What you need to do: Could you return the whole listing, character for character?

Record set:
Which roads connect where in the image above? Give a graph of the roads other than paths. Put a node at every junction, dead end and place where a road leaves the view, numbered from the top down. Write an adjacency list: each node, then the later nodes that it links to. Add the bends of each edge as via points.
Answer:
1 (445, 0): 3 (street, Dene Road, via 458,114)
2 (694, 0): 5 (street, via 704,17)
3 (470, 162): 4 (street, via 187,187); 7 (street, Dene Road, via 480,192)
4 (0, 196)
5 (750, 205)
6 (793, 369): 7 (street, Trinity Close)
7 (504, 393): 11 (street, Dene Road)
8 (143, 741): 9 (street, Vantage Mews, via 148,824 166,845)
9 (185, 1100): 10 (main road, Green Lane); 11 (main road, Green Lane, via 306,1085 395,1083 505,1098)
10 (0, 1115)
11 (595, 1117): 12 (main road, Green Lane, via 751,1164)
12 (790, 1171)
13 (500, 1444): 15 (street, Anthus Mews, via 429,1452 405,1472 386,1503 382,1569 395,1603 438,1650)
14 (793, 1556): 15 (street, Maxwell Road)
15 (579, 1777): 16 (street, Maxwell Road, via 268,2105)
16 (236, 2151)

Result below:
Which roads connect where in the image above? Give a graph of the roads other than paths. Put a node at every junction, dead end and place where a road leaves the view, numbered from the top down. Write an adjacency list: each node, then the later nodes that it links to. Add the bends of each edge as via points.
Answer:
1 (445, 0): 3 (street, Dene Road, via 458,114)
2 (694, 0): 5 (street, via 704,17)
3 (470, 162): 4 (street, via 187,187); 7 (street, Dene Road, via 480,192)
4 (0, 196)
5 (750, 205)
6 (793, 369): 7 (street, Trinity Close)
7 (504, 393): 11 (street, Dene Road)
8 (143, 741): 9 (street, Vantage Mews, via 148,824 166,845)
9 (185, 1100): 10 (main road, Green Lane); 11 (main road, Green Lane, via 306,1085 395,1083 505,1098)
10 (0, 1115)
11 (595, 1117): 12 (main road, Green Lane, via 751,1164)
12 (790, 1171)
13 (500, 1444): 15 (street, Anthus Mews, via 429,1452 405,1472 386,1503 382,1569 395,1603 438,1650)
14 (793, 1556): 15 (street, Maxwell Road)
15 (579, 1777): 16 (street, Maxwell Road, via 268,2105)
16 (236, 2151)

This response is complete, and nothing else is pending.